Adopting a divide-and-conquer strategy, after the first scan, the frequency sets in the database are compressed into a frequent pattern tree (FP-tree) while still retaining the associated information, and then the FP-tree is divided into some conditions libraries, each library is related to a frequency set of length 1, and then these condition libraries are mined separately. When the amount of original data is large, the partitioning method can also be combined so that an FP-tree can be placed in the main memory. Experiments show that FP-growth has good adaptability to rules of different lengths, and its efficiency is greatly improved compared to the Apriori algorithm.
3. Application of this field at home and abroad
3.1 Application of association rule mining technology at home and abroad
For now, association rule mining technology has It is widely used in Western financial industry companies and can successfully predict bank customer needs. Once this information is obtained, banks can improve their own marketing. Now banks are developing new ways to communicate with customers every day. Each bank bundles the bank's product information that may be of interest to customers on its own ATM machine, so that users who use the bank's ATM machine can learn about it. If the database shows that a customer with a high credit limit has changed their address, it is likely that this customer has recently purchased a larger home and therefore may need a higher credit limit, a new higher-end credit card, or a new credit card. Home improvement loans, these products can be mailed to customers via credit card statements. When customers call for consultation, the database can effectively help telephone sales representatives. The sales representative's computer screen can display the characteristics of the customer, as well as what products the customer would be interested in.
At the same time, some well-known e-commerce sites have also benefited from powerful association rule mining.

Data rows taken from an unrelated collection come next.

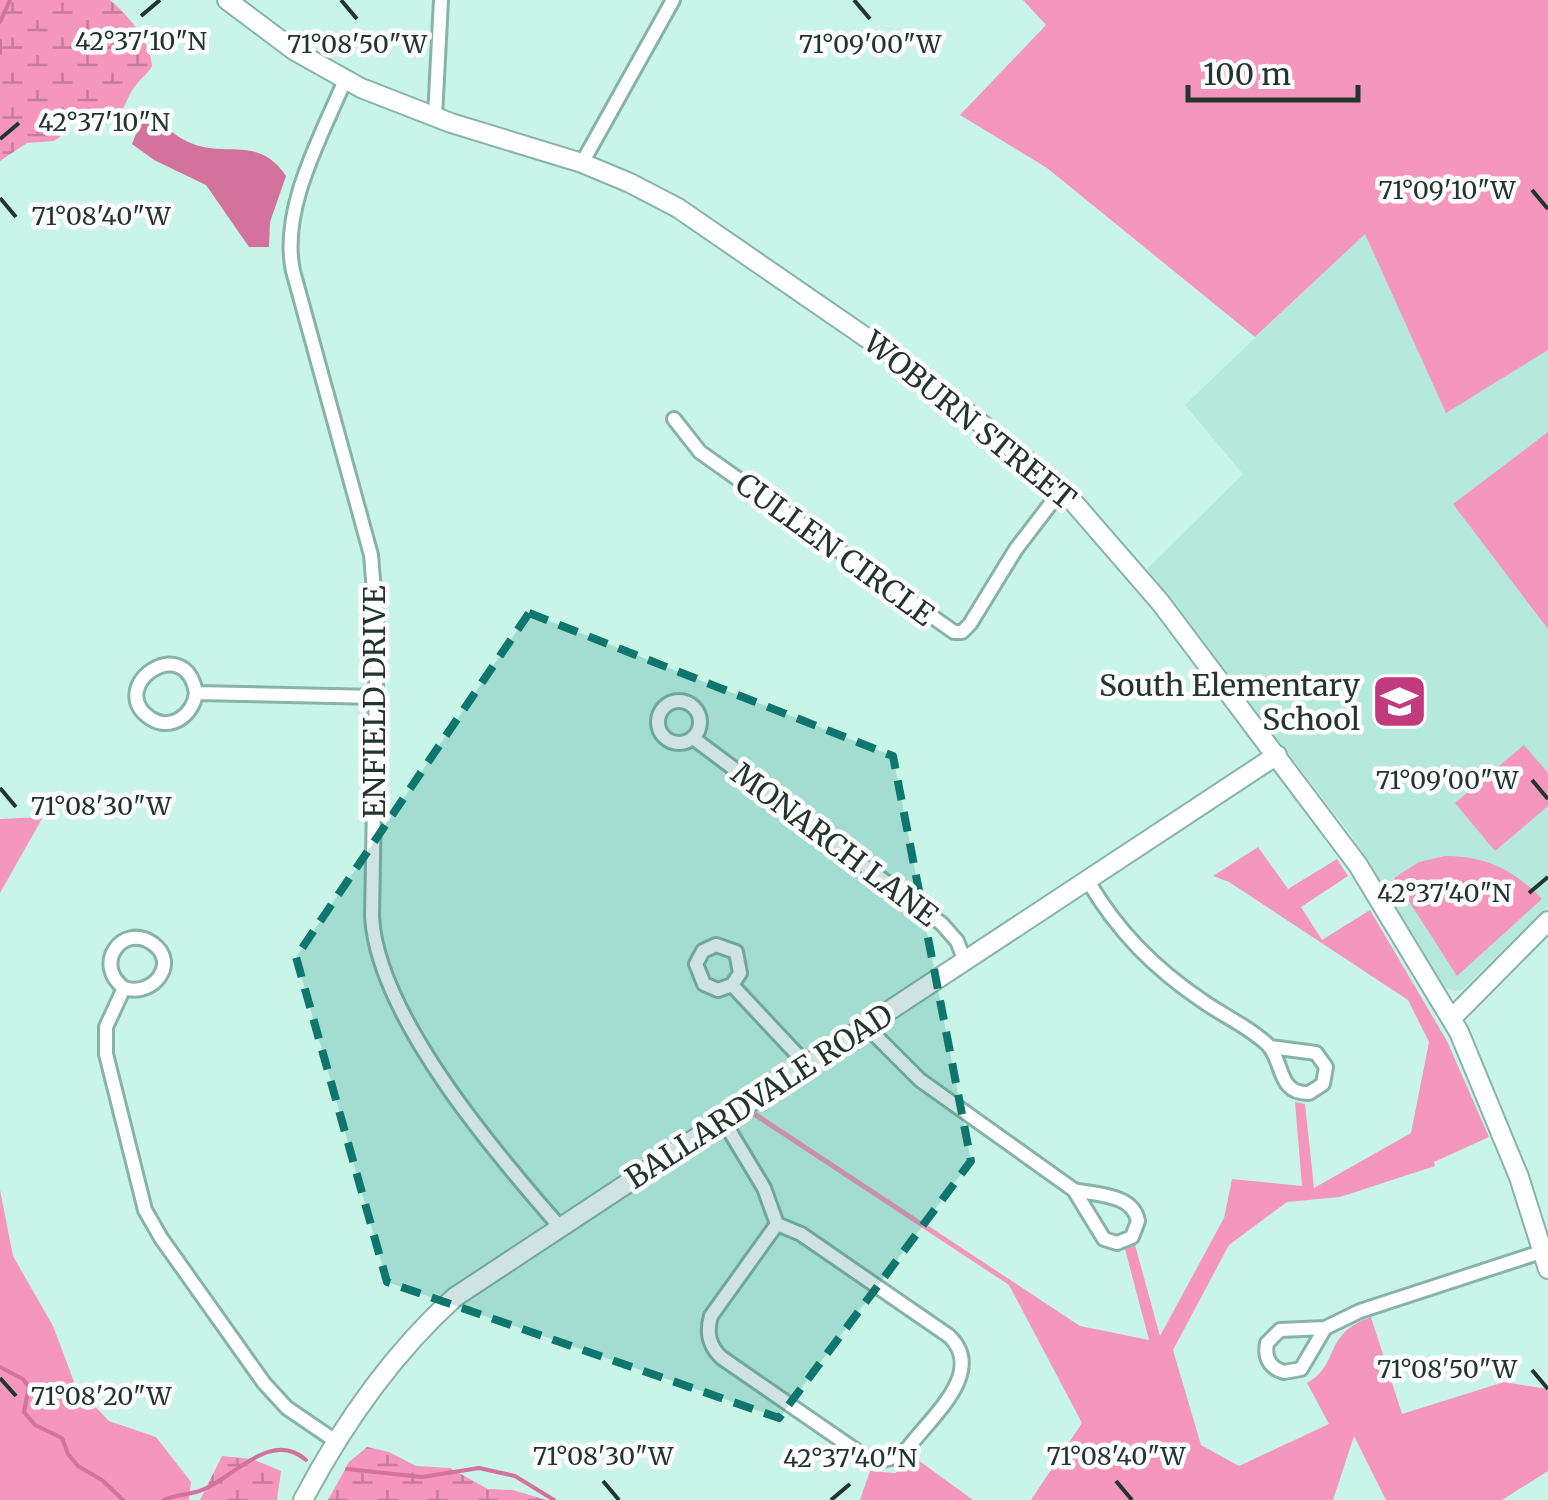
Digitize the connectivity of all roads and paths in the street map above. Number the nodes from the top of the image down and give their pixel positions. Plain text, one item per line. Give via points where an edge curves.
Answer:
1 (226, 0) edge
2 (441, 0) edge
3 (673, 0) edge
4 (345, 80) junction
5 (436, 117) junction
6 (582, 163) junction
7 (674, 419) dead end
8 (1062, 489) junction
9 (196, 693) junction
10 (377, 697) junction
11 (693, 738) dead end
12 (1278, 756) junction
13 (1088, 881) junction
14 (1548, 922) edge
15 (965, 961) junction
16 (732, 985) dead end
17 (124, 988) junction
18 (1452, 1018) junction
19 (866, 1026) junction
20 (1270, 1046) junction
21 (807, 1065) junction
22 (723, 1120) junction
23 (1074, 1190) junction
24 (777, 1224) junction
25 (560, 1227) junction
26 (1546, 1257) edge
27 (1324, 1328) junction
28 (337, 1442) junction
29 (303, 1500) edge

1 - 4 street, WOBURN STREET
2 - 5 street
3 - 6 street
4 - 5 street, WOBURN STREET
4 - 10 street, ENFIELD DRIVE via 294,208 289,248 368,538
5 - 6 street, WOBURN STREET
6 - 8 street, WOBURN STREET via 653,194 721,236 926,378
7 - 8 street, CULLEN CIRCLE via 700,452 954,632 970,624
8 - 12 street, WOBURN STREET via 1122,554
9 - 9 street via 183,669 165,664 147,672 137,697 146,714 163,723 182,718
9 - 10 street
10 - 25 street, ENFIELD DRIVE via 372,917 380,965 460,1105
11 - 15 street, MONARCH LANE via 942,924
12 - 13 street, BALLARDVALE ROAD
12 - 18 street, WOBURN STREET via 1358,865
13 - 15 street, BALLARDVALE ROAD
13 - 20 street via 1112,922 1152,963
14 - 18 street
15 - 19 street, BALLARDVALE ROAD
16 - 21 street
17 - 17 street via 112,976 114,951 135,938 152,942 164,965 158,982 142,991
17 - 28 street via 106,1027 106,1054 145,1210 264,1383
18 - 26 street, WOBURN STREET
19 - 21 street, BALLARDVALE ROAD
19 - 23 street via 920,1080
20 - 20 street via 1292,1090 1309,1094 1323,1084 1326,1067 1316,1054
21 - 22 street, BALLARDVALE ROAD
22 - 24 street via 764,1188
22 - 25 street, BALLARDVALE ROAD
23 - 23 street via 1104,1239 1117,1243 1132,1236 1138,1221 1132,1206
24 - 24 street via 802,1234 959,1347 960,1381 896,1456 875,1460 861,1454 712,1346 711,1316
25 - 28 street, BALLARDVALE ROAD via 429,1320 370,1389
26 - 27 street via 1360,1311
27 - 27 street via 1276,1332 1266,1347 1270,1364 1284,1372 1300,1369
28 - 29 street, BALLARDVALE ROAD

These e-shopping sites use association rules to mine and then set up bundles that users intend to purchase together. Some shopping websites also use them to set up corresponding cross-sells, that is, customers who buy a certain product will see related advertisements for another product.
But currently in our country, "massive data and lack of information" is a common embarrassment faced by commercial banks after the large-scale concentration of data. Most databases currently implemented in the financial industry can only implement lower-level functions such as data entry, query, and statistics, but cannot discover various useful information existing in the data, such as analyzing these data and discovering their data patterns and patterns. Characteristics, and then it is possible to discover the financial and business interests of a certain customer, consumer group or organization, and to observe changing trends in financial markets. It can be said that the research and application of association rule mining technology in our country are not very extensive and in-depth.
3.2 Some research on association rule mining technology in recent years
Since many application problems are often more complex than supermarket purchasing problems, a large number of studies have expanded association rules from different perspectives, including More factors are integrated into the association rule mining method, thereby enriching the application fields of association rules and broadening the scope of supporting management decisions. For example, consider category hierarchical relationships between attributes, temporal relationships, multi-table mining, etc. In recent years, research on association rules has mainly focused on two aspects, namely, expanding the scope of problems that classic association rules can solve, and improving the efficiency of classic association rule mining algorithms and the interest of rules.